Hollywood Is Coming for Video Games, and this Time, Everybody’s Ready
For the time being, however, the bar has been set. Arguably one of the most powerful and beautiful games of the previous generation, The Last of Us Part II, which ushered in a fidelity and a consistency for interactive storytelling that we had never seen before, will end up being against which Sony, and presumably, the rest of the game-making community, are judged. The organic animations, the subtlety of performance, the emotional nuance, and the narrative risk-taking all propelled The Last of Us Part II to multiple awards for the best game of 2020. Some will call it the finest product the video game medium has crafted. So finely crafted, in fact, that it calls into question the need for movie or TV adaptations of today’s best video games. Still, a Last of Us TV series is in production with HBO.
Once again, Hollywood is coming for our video games, but the difference is that this time it’s going to work. Witness the success of the Sonic the Hedgehog movie last year, or the expectation for the Uncharted film, starring Tom Holland and Mark Wahlberg. Netflix has several video game adaptations in the works and is already thrilled with the success of its series based on The Witcher.
Movie stars are going to be avatars more than ever before. The beginning of a blurring of interactive and passive entertainment is going to be a massive part of what we witness and consume in this new console generation.
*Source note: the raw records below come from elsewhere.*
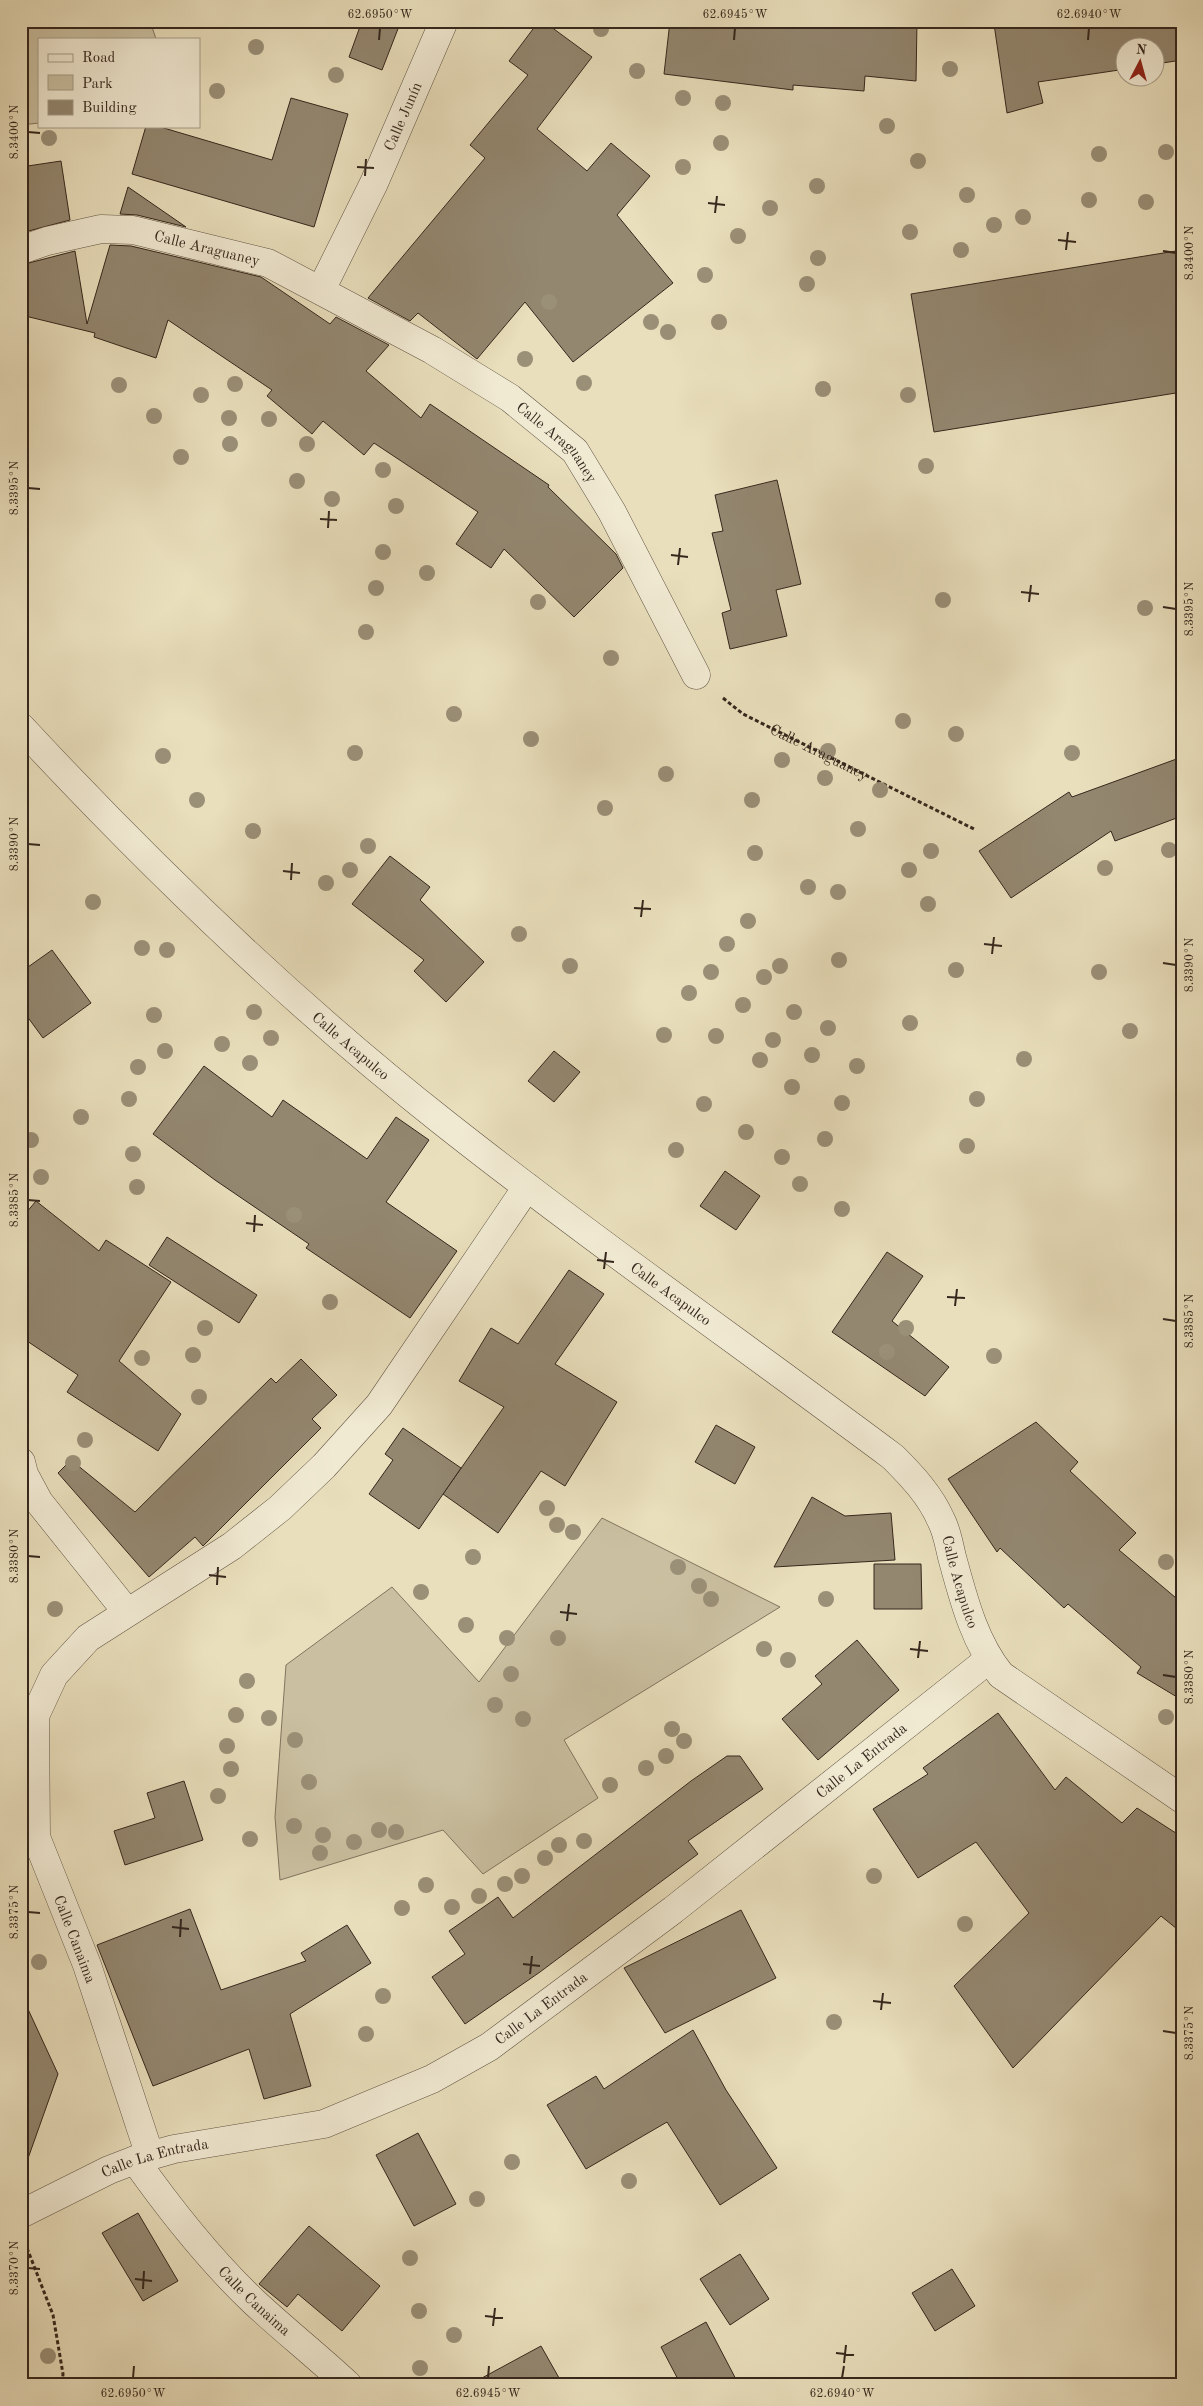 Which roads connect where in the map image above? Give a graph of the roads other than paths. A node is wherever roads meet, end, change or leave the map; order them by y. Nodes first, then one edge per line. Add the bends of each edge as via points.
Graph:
1 (444, 21) edge
2 (21, 250) edge
3 (321, 290) junction
4 (696, 675) road end
5 (21, 727) edge
6 (527, 1187) junction
7 (21, 1462) edge
8 (127, 1612) junction
9 (988, 1660) junction
10 (1182, 1799) edge
11 (29, 1834) edge
12 (143, 2158) junction
13 (21, 2214) edge
14 (348, 2385) edge

1 - 3 street, Calle Junín via 374,183
2 - 3 street, Calle Araguaney via 101,229 133,230 268,263
3 - 4 street, Calle Araguaney via 432,350 510,398 575,452 612,512
5 - 6 street, Calle Acapulco via 266,972 441,1120
6 - 8 street via 380,1405 324,1466 280,1508 232,1546
6 - 9 street, Calle Acapulco via 893,1457 921,1485 942,1520 959,1581
7 - 8 street via 40,1502
8 - 11 street, Calle Canaima via 88,1638 54,1676 35,1716
9 - 10 street, Calle Acapulco via 1001,1675
9 - 12 street, Calle La Entrada via 673,1910 489,2047 432,2079 324,2124
11 - 12 street, Calle Canaima via 86,1965
12 - 13 street, Calle La Entrada via 109,2170
12 - 14 street, Calle Canaima via 172,2213 215,2262 254,2302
We can already see that taking shape in The Mandalorian, a show with video game art functioning as a transportive set design.
Press Start for Next-Gen
The ending of the PS4/Xbox One era of video game entertainment is where we begin. Now, we look to developers to harness the power of these new gaming systems (and competing graphic cards on the PC, plus whatever Nintendo is cooking up for the successor to the Nintendo Switch), and show us how we will care more about the characters and locations we’ll spend time with in the games of the future.
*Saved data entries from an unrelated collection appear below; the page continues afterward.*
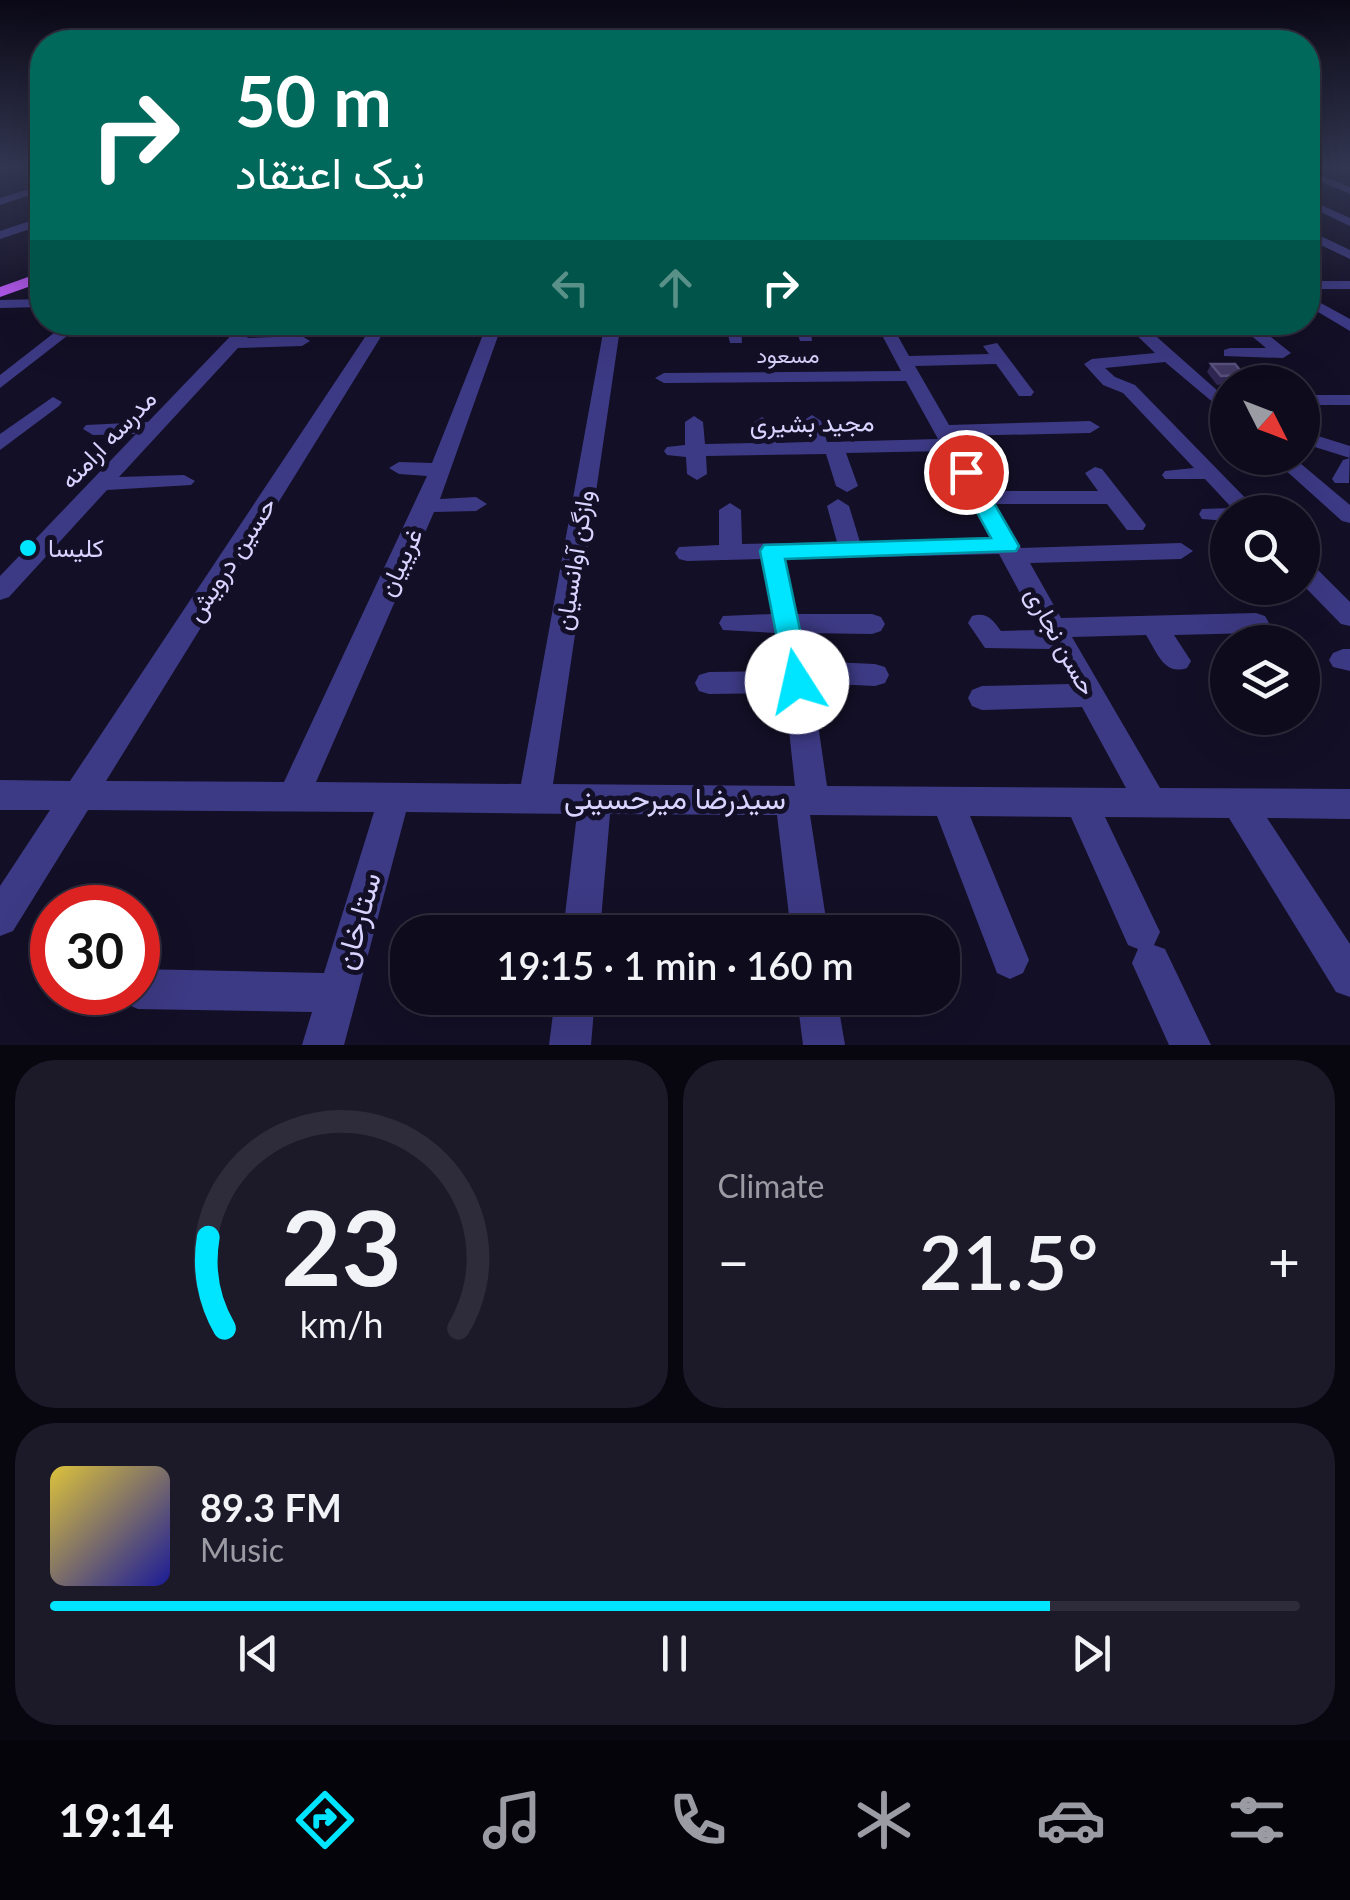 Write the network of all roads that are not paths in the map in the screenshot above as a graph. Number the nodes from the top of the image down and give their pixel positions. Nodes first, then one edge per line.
1 (30, 225) edge
2 (0, 235) edge
3 (1320, 240) edge
4 (1350, 255) edge
5 (30, 269) edge
6 (0, 280) edge
7 (30, 281) edge
8 (1320, 283) edge
9 (1350, 284) edge
10 (0, 292) edge
11 (30, 303) edge
12 (0, 304) edge
13 (1320, 307) edge
14 (1350, 326) edge
15 (61, 335) edge
16 (241, 335) edge
17 (376, 335) edge
18 (491, 335) edge
19 (611, 335) edge
20 (889, 335) edge
21 (1144, 335) edge
22 (1259, 335) edge
23 (302, 341) dead end
24 (234, 343) junction
25 (989, 344) dead end
26 (1077, 348) dead end
27 (1230, 353) dead end
28 (1168, 357) junction
29 (691, 358) dead end
30 (1001, 358) junction
31 (1094, 363) junction
32 (908, 368) junction
33 (664, 378) dead end
34 (693, 378) junction
35 (761, 378) junction
36 (0, 383) edge
37 (1210, 392) edge
38 (767, 400) dead end
39 (1320, 400) edge
40 (1350, 400) edge
41 (54, 402) dead end
42 (812, 421) dead end
43 (694, 422) dead end
44 (762, 423) dead end
45 (1090, 427) dead end
46 (157, 428) junction
47 (1032, 428) junction
48 (9, 429) edge
49 (92, 429) dead end
50 (947, 438) junction
51 (1320, 443) edge
52 (0, 444) edge
53 (826, 447) junction
54 (767, 448) junction
55 (685, 450) junction
56 (1350, 452) edge
57 (399, 468) dead end
58 (440, 470) junction
59 (1210, 472) joint
60 (1095, 473) dead end
61 (697, 474) dead end
62 (1172, 474) dead end
63 (1213, 475) edge
64 (1302, 475) edge
65 (184, 481) dead end
66 (104, 484) junction
67 (1232, 495) edge
68 (981, 498) junction
69 (1114, 498) junction
70 (476, 504) dead end
71 (426, 506) junction
72 (730, 510) dead end
73 (1350, 516) edge
74 (1134, 526) dead end
75 (850, 549) junction
76 (772, 551) junction
77 (1010, 551) junction
78 (1181, 551) dead end
79 (730, 552) junction
80 (687, 553) dead end
81 (1320, 587) edge
82 (0, 591) edge
83 (1350, 618) edge
84 (786, 621) junction
85 (1256, 622) dead end
86 (732, 623) dead end
87 (981, 623) dead end
88 (872, 624) dead end
89 (1152, 625) junction
90 (1056, 633) junction
91 (1177, 661) dead end
92 (875, 675) dead end
93 (796, 677) junction
94 (709, 683) dead end
95 (1091, 695) junction
96 (982, 698) dead end
97 (0, 795) edge
98 (78, 796) junction
99 (293, 797) junction
100 (394, 798) junction
101 (535, 798) junction
102 (595, 799) junction
103 (802, 800) junction
104 (948, 802) junction
105 (1081, 802) junction
106 (1152, 802) junction
107 (1238, 803) junction
108 (1350, 804) edge
109 (584, 915) edge
110 (808, 915) edge
111 (0, 918) edge
112 (1010, 960) dead end
113 (1350, 978) edge
114 (160, 989) edge
115 (338, 993) junction
116 (573, 1015) edge
117 (820, 1015) edge
118 (323, 1045) edge
119 (570, 1045) edge
120 (824, 1045) edge
121 (1190, 1045) edge

1 - 2 street
3 - 4 street
5 - 6 main road
7 - 10 main road
8 - 9 street
11 - 12 street
13 - 14 street
15 - 36 street
16 - 24 street, مدرسه ارامنه
17 - 98 street, حسین درویش
18 - 58 street, غریبیان
19 - 101 street, وازگن آوانسیان
20 - 32 street, حسن نجاری
21 - 28 street
22 - 27 street
23 - 24 street
24 - 46 street, مدرسه ارامنه
25 - 30 street
26 - 31 street
28 - 31 street
28 - 37 street
29 - 34 street
30 - 32 street, مسعود
30 - 47 street
31 - 59 street
32 - 35 street, مسعود
32 - 50 street, حسن نجاری
33 - 34 street, مسعود
34 - 35 street, مسعود
35 - 38 street
39 - 40 street
41 - 48 street
42 - 53 street
43 - 55 street
44 - 54 street
45 - 47 street, مجید بشیری
46 - 49 street
46 - 66 street, مدرسه ارامنه
47 - 50 street, مجید بشیری
48 - 52 street
50 - 53 street, مجید بشیری
50 - 68 street, حسن نجاری
51 - 56 street
53 - 54 street, مجید بشیری
53 - 75 street
54 - 55 street, مجید بشیری
55 - 61 street
57 - 58 street
58 - 71 street, غریبیان
59 - 62 street
60 - 69 street
63 - 67 street
64 - 73 street
65 - 66 street
66 - 82 street, مدرسه ارامنه
68 - 69 street
68 - 77 street, حسن نجاری
69 - 74 street
70 - 71 street
71 - 99 street, غریبیان
72 - 79 street
75 - 76 street
75 - 77 street
76 - 79 street
76 - 84 street
77 - 78 street
77 - 90 street, حسن نجاری
79 - 80 street
81 - 83 street
84 - 86 street
84 - 88 street
84 - 93 street
85 - 89 street
87 - 90 street
89 - 90 street
89 - 91 street
90 - 95 street, حسن نجاری
92 - 93 street
93 - 94 street
93 - 103 street
95 - 96 street
95 - 106 street, حسن نجاری
97 - 98 street, سیدرضا میرحسینی
98 - 99 street, سیدرضا میرحسینی
98 - 111 street, حسین درویش
99 - 100 street, سیدرضا میرحسینی
100 - 101 street, سیدرضا میرحسینی
100 - 115 street, ستارخان
101 - 102 street, سیدرضا میرحسینی
102 - 103 street, سیدرضا میرحسینی
102 - 109 street
103 - 104 street, سیدرضا میرحسینی
103 - 110 street
104 - 105 street, سیدرضا میرحسینی
104 - 112 street
105 - 106 street, سیدرضا میرحسینی
105 - 121 street
106 - 107 street, سیدرضا میرحسینی
107 - 108 street, سیدرضا میرحسینی
107 - 113 street
114 - 115 street
115 - 118 street, ستارخان
116 - 119 street
117 - 120 street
Video games have delivered so many indelible moments and memories already. It is an art form that invites creative expression from the participant, allowing the player to become a part of the narrative work like no other form of communication. And now, with gaming hardware almost powerful enough to replicate what it’s like to look at the world around us through the camera apps on our smartphones, we’re on the precipice of profoundly emotional, interactive storytelling.
Millions of people around the world already deeply care about the entertainment engineered by the video game industry. My prediction is that by the end of this console generation, it will be billions.